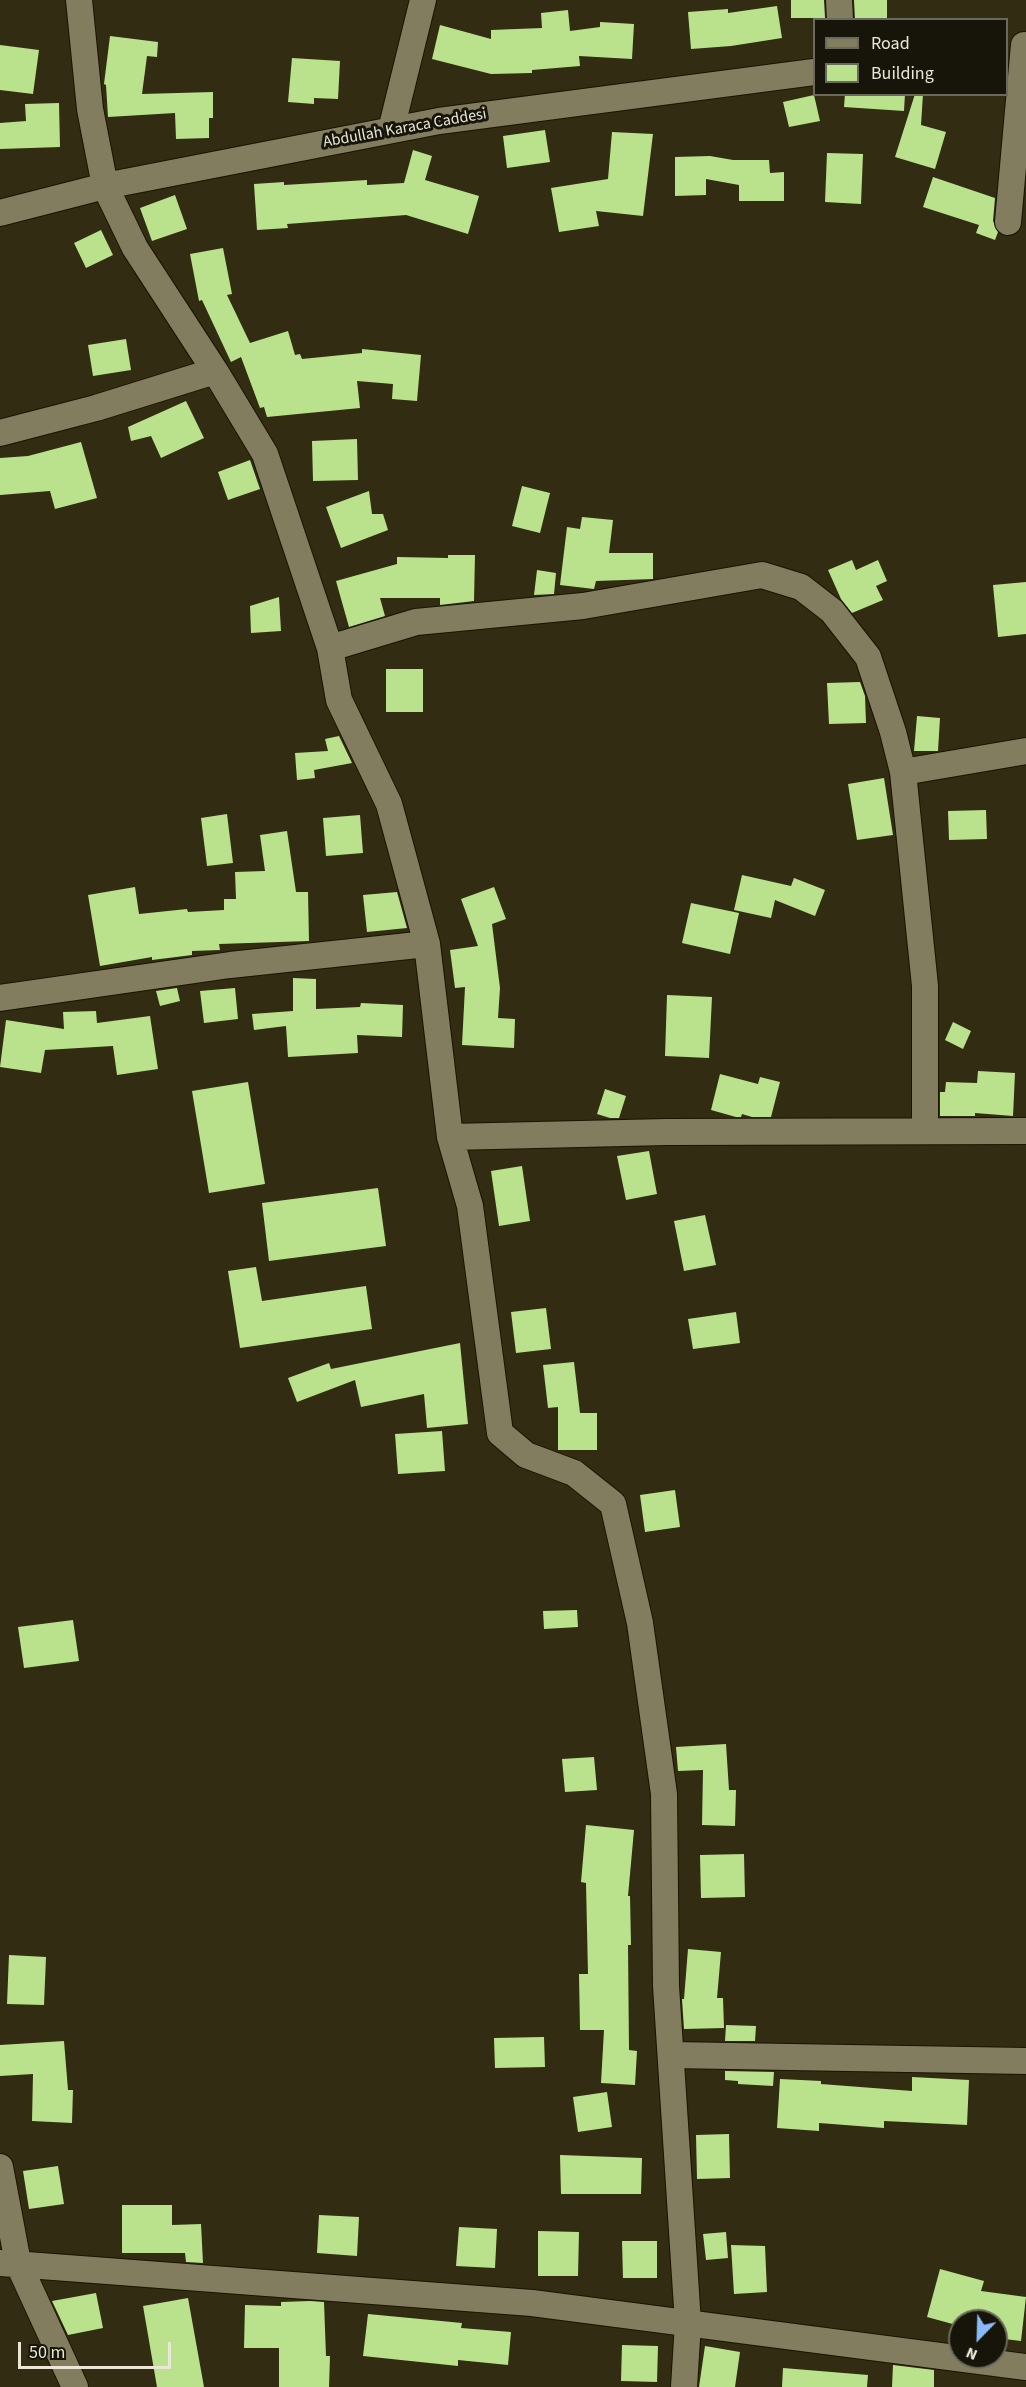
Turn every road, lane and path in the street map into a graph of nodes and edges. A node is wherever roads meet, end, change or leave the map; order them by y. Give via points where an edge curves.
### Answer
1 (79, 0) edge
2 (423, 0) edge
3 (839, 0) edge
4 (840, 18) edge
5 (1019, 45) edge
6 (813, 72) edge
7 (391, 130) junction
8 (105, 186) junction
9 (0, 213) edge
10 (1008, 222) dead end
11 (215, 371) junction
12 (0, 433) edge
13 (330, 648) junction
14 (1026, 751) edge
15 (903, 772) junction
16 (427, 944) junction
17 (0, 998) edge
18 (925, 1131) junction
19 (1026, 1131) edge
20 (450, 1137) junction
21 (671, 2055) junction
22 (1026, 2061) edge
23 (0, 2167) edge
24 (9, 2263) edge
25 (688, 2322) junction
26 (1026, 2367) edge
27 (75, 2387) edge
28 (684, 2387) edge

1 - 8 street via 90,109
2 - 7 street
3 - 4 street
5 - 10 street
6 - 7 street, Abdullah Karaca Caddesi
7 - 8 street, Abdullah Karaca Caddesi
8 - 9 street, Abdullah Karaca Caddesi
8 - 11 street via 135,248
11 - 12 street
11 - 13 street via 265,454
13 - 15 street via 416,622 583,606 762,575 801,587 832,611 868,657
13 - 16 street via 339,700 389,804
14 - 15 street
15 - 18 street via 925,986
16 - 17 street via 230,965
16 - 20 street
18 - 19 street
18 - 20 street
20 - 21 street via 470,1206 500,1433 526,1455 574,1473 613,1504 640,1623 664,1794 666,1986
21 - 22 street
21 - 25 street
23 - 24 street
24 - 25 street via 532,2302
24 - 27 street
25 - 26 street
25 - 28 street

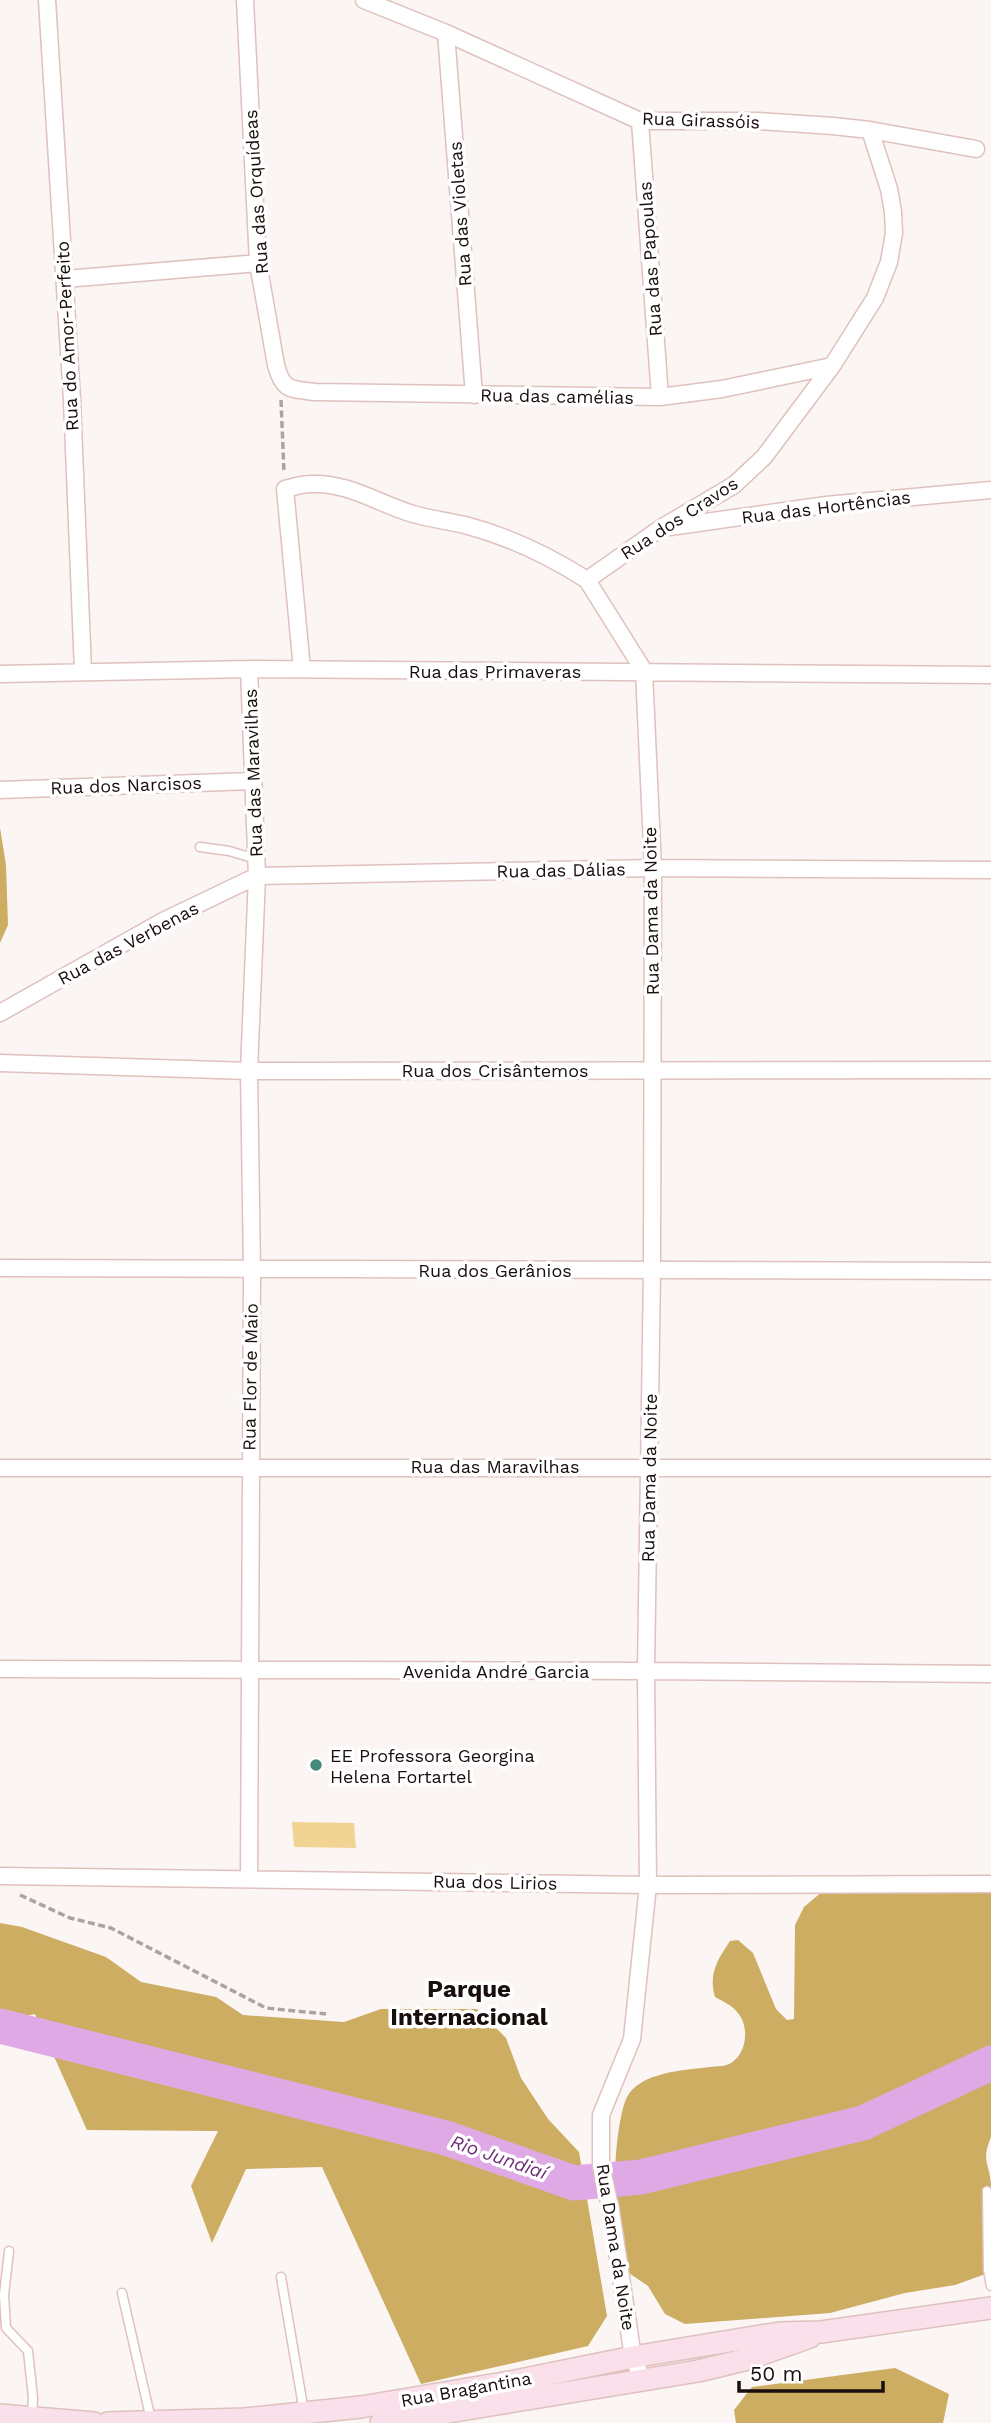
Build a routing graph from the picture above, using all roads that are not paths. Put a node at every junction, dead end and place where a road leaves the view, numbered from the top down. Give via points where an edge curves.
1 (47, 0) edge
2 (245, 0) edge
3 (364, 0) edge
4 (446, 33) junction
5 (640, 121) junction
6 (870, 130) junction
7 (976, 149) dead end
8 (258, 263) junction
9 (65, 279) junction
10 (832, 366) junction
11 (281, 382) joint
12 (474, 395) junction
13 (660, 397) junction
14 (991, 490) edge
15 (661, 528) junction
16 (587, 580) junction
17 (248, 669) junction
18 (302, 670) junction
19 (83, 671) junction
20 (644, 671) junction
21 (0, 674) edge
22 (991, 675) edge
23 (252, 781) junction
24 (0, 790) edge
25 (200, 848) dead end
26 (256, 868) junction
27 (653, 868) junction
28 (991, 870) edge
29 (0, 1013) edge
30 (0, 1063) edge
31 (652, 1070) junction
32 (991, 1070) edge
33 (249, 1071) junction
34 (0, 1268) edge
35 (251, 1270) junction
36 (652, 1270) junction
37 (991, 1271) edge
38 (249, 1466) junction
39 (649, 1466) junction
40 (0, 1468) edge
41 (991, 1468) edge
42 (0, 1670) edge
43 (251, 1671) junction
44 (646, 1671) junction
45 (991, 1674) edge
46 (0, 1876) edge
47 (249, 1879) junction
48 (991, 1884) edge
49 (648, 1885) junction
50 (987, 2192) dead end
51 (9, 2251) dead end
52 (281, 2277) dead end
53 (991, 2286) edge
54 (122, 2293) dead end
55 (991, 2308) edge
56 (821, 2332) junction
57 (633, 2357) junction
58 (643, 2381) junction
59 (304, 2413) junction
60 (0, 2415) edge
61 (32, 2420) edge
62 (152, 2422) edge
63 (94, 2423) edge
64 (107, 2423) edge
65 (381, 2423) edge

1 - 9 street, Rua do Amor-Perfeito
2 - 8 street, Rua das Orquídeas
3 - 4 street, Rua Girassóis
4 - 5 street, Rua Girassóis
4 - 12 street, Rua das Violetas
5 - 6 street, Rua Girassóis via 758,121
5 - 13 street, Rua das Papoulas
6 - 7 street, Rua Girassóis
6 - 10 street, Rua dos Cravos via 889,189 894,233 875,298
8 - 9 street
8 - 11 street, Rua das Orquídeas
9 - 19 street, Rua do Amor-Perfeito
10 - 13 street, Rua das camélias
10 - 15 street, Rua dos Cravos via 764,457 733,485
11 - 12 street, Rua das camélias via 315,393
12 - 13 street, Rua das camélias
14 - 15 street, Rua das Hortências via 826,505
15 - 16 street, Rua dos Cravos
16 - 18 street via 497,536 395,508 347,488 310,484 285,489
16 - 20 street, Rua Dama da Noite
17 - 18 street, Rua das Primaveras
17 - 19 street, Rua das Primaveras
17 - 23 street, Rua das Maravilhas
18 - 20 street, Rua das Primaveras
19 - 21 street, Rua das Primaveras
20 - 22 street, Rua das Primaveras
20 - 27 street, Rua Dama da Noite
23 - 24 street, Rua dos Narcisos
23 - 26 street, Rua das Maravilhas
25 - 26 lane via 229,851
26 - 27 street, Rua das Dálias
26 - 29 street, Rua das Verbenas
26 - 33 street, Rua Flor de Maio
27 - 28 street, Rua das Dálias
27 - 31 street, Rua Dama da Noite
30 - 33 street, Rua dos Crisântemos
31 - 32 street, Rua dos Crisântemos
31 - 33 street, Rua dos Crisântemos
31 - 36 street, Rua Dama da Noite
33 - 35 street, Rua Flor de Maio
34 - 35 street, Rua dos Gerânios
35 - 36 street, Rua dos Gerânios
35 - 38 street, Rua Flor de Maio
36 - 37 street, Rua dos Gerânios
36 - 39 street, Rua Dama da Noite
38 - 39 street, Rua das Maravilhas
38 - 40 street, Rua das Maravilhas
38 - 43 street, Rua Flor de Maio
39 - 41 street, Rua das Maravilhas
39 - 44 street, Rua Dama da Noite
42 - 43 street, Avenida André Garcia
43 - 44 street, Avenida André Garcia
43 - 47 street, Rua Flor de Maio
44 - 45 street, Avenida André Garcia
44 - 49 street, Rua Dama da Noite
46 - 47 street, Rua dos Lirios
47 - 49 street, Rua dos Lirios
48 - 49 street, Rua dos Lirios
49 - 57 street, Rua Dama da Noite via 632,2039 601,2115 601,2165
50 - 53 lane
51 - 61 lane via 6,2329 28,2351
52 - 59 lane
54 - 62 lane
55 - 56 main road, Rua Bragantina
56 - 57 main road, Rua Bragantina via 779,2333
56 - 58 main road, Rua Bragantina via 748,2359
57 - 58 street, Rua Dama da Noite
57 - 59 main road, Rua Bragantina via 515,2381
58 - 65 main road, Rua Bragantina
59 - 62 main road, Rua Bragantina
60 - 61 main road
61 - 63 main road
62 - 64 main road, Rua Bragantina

- **Exercise**:
The lines in the entries above that carry the word "Garcia" must be copied.

- **Written answer**:
42 - 43 street, Avenida André Garcia
43 - 44 street, Avenida André Garcia
44 - 45 street, Avenida André Garcia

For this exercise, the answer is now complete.